[07:07:16] <_joe_>	 elukey: so, jayme and I will fix a couple things with etcd
[07:07:22] <_joe_>	 then work on the zk transition
[07:09:54] <elukey>	 +1
[07:10:25] <_joe_>	 abd when I say "jayme and I" I mean jayme
[07:21:03] <elukey>	 disclaimer: the procedure that I added in the task for zk swap conf2001/conf2004 is not super clean, but I didn't find a better one since zk doesn't allow (in v 3.4) to reload members of the cluster on the fly
[07:21:51] <elukey>	 so please review it before apply :D
[07:21:59] <elukey>	 (we can chat about it in here if you want)
[07:25:42] <_joe_>	 sure, we'll finish the etcd part first
[07:35:07] <_joe_>	 jayme: let's start replication?

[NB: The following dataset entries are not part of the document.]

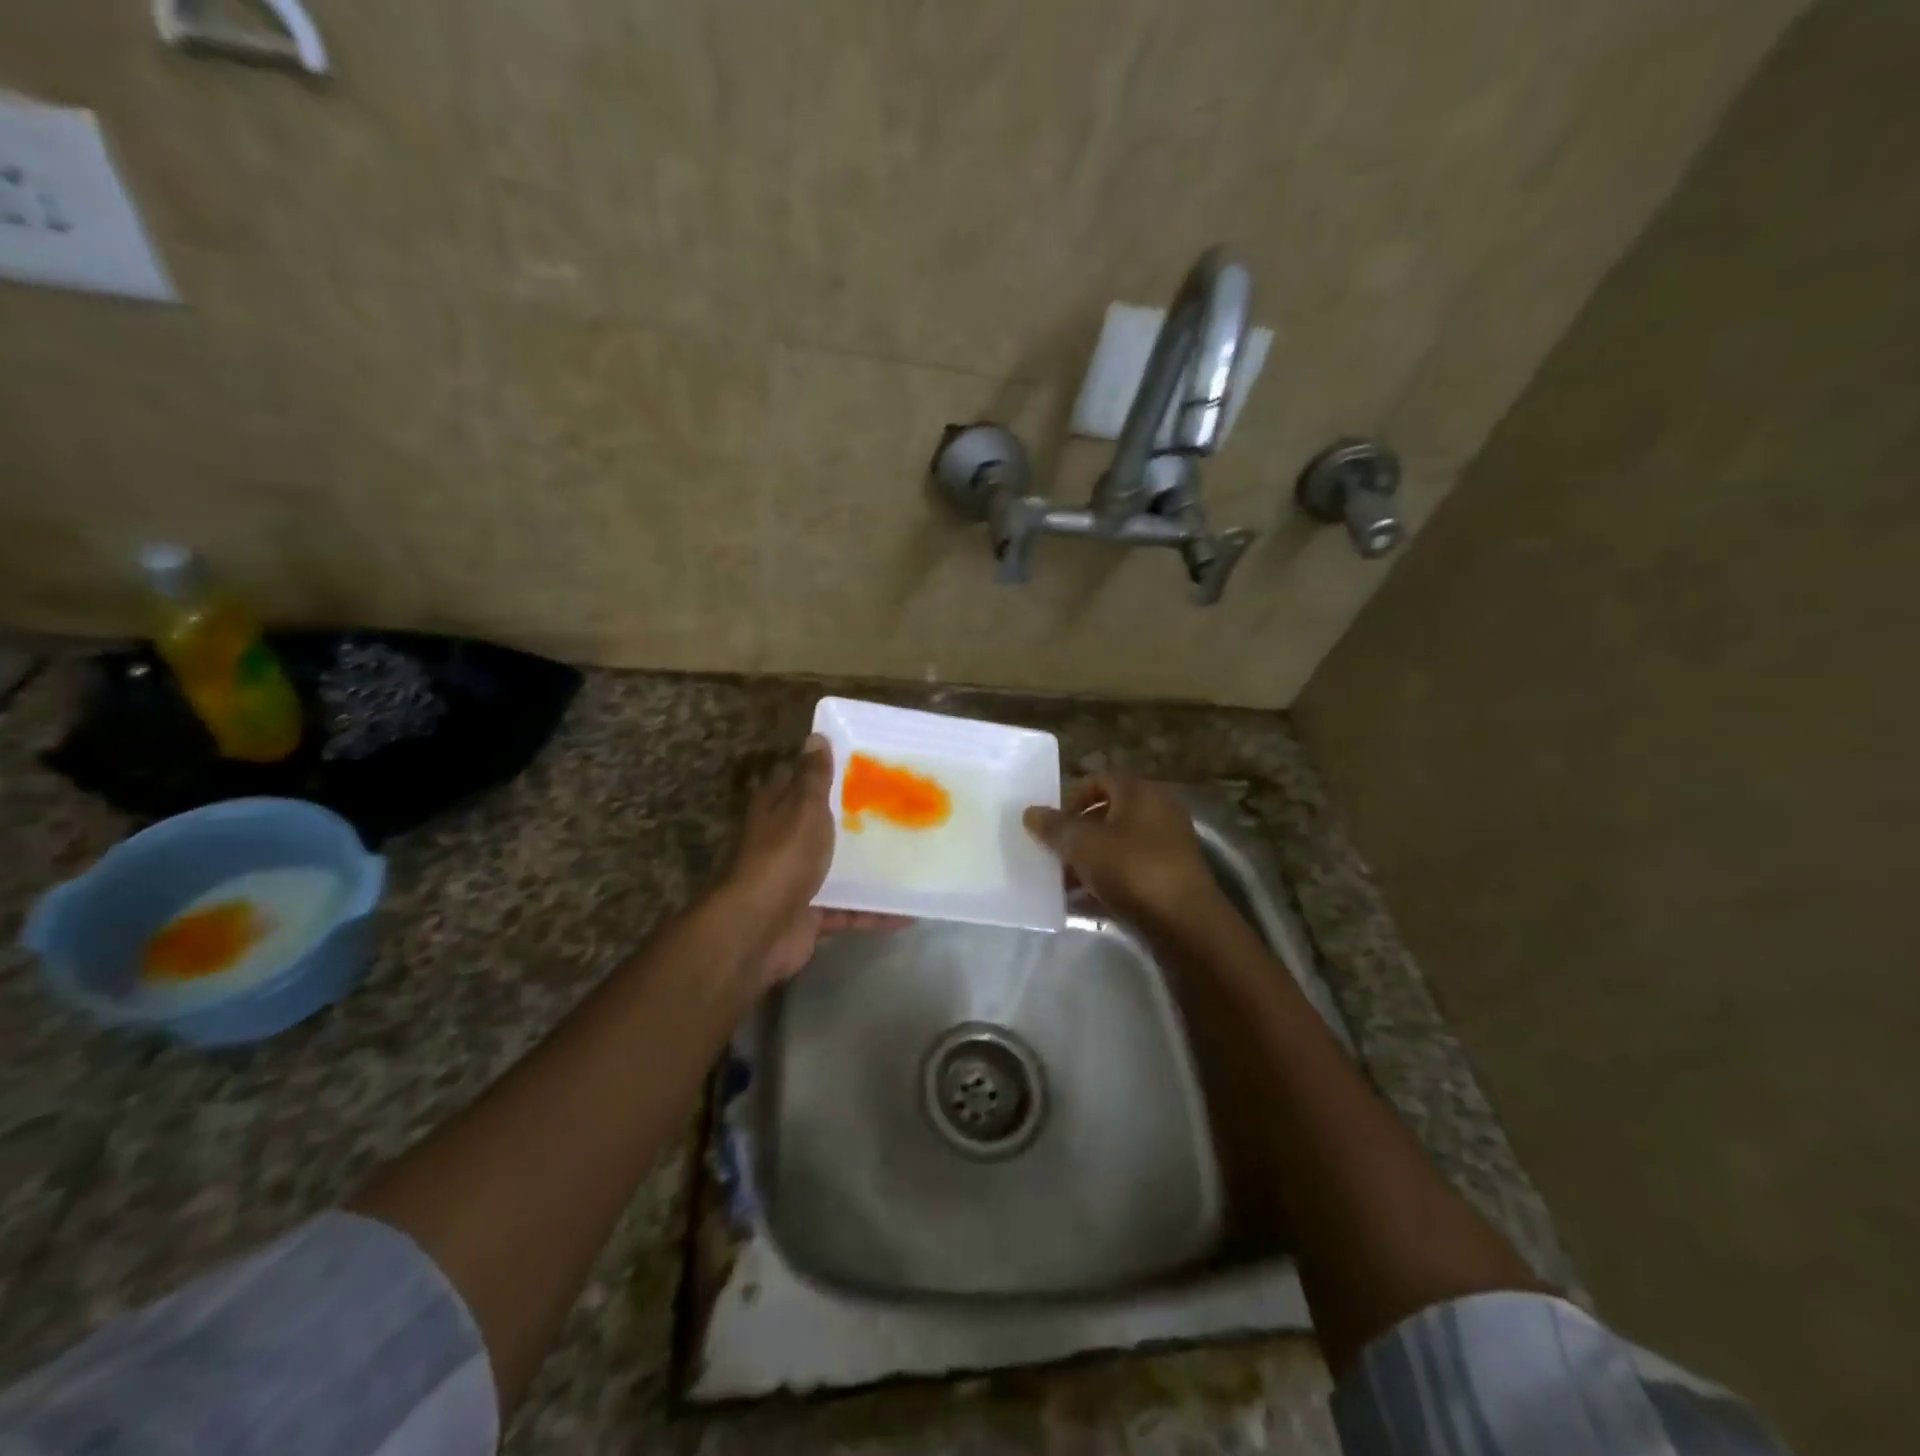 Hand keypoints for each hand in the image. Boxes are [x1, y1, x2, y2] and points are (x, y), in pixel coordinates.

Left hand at [718, 734, 902, 985]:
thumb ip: (813, 777)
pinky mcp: (811, 915)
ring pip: (838, 870)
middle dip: (857, 823)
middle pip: (824, 827)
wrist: (760, 928)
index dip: (829, 773)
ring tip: (911, 860)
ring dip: (869, 870)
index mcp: (777, 810)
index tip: (868, 768)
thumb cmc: (784, 856)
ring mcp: (797, 881)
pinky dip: (874, 912)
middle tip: (901, 811)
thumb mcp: (803, 807)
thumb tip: (815, 737)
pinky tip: (908, 912)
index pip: (801, 783)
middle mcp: (784, 843)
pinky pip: (849, 911)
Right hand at [1023, 774, 1221, 925]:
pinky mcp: (1168, 879)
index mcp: (1140, 792)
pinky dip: (1104, 882)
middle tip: (1051, 852)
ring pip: (1116, 846)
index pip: (1099, 780)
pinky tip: (1080, 902)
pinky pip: (1128, 872)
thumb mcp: (1083, 844)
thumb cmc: (1131, 869)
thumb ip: (1054, 827)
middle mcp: (1157, 812)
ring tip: (1060, 882)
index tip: (1050, 822)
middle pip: (1107, 814)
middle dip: (1075, 833)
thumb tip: (1030, 812)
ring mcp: (1166, 847)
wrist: (1184, 923)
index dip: (1070, 797)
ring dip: (1087, 861)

[07:35:36] <jayme>	 1sec. nginx did not pick up the new cert after puppet run
[07:36:03] <_joe_>	 that's by design
[07:36:08] <jayme>	 ah
[07:36:17] <_joe_>	 tlsproxy::instance lets you choose how to restart nginx
[07:36:35] <jayme>	 It seems to have tried restarting, though
[07:36:46] <jayme>	 while the cert was not there
[07:37:13] <_joe_>	 uhm that's a bug then
[07:37:25] <jayme>	 reloading it tried, sorry
[07:37:31] <_joe_>	 probably in our code
[07:37:41] <_joe_>	 I'll take a look
[07:38:18] <jayme>	 reload seems to not be enough in that case
[07:39:09] <_joe_>	 yeah possibly
[07:39:22] <_joe_>	 because the code is correct, the cert should be installed before the reload is issues
[07:39:25] <_joe_>	 *d
[07:40:04] <jayme>	 Yes. It's just that the reload will fail then
[07:41:03] <_joe_>	 ok
[07:41:58] <jayme>	 all green now. We can configure replication now
[07:42:07] <jayme>	 you said there is a non-obvious detail?
[07:42:43] <_joe_>	 yes
[07:43:02] <_joe_>	 https://wikitech.wikimedia.org/wiki/Etcd/Main_cluster#Replication
[07:43:26] <_joe_>	 as you can read there, etcdmirror keeps track of the state of replication under /__replication/$destination_prefix
[07:43:32] <_joe_>	 obviously now you don't have it
[07:43:41] <_joe_>	 so when you enable the replica it will fail
[07:43:57] <_joe_>	 unless you start etcdmirror first with --reload
[07:44:09] <_joe_>	 so my suggestion on how to proceed is:
[07:44:14] <_joe_>	 * downtime the host
[07:45:09] <_joe_>	 * run puppet, replication will fail
[07:45:35] <_joe_>	 * run etcdmirror with the --reload parameter from cli, once it's done the initial dump and load stop it, run puppet again
[07:45:41] <_joe_>	 * replication should be ok
[07:46:15] <_joe_>	 I'm thinking of writing a script that tests if /__replication/$destination_prefix is not present and runs a dump and load
[07:46:34] <_joe_>	 with the same parameters as the replication instance
[07:48:47] <jayme>	 Okay. "The host" in your steps is the one I choose to enable replication on, right? That can, but must not, be the dame one that is configured ad replication::dst_url?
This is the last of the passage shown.